--- Data for analysis Enclosed Below ---
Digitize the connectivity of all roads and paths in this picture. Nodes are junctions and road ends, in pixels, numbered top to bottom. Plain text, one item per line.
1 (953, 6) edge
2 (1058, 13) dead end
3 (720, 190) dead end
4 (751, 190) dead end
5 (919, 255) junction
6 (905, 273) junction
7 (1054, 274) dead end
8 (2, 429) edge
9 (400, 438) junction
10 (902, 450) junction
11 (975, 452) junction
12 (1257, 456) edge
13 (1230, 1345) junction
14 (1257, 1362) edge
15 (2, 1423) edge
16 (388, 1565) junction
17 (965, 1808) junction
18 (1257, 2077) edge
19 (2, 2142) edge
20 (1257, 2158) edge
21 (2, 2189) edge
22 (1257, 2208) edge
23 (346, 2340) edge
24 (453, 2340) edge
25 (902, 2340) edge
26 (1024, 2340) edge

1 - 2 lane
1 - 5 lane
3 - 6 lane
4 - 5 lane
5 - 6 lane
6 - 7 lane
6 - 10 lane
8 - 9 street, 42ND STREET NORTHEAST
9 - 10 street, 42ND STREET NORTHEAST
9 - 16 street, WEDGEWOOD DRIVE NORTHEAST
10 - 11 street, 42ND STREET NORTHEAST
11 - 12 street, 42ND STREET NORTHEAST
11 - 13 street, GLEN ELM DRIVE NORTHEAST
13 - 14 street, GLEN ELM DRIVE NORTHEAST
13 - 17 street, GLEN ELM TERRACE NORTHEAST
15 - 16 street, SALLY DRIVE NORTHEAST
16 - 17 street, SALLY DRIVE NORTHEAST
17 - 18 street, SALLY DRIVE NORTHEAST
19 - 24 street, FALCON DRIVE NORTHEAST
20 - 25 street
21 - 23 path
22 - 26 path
--- End of Enclosed Data for analysis ---
● **What the exercise asks**
Reply with a lone number, the count of lines in the data that include the string "DRIVE".

● **Response area**
7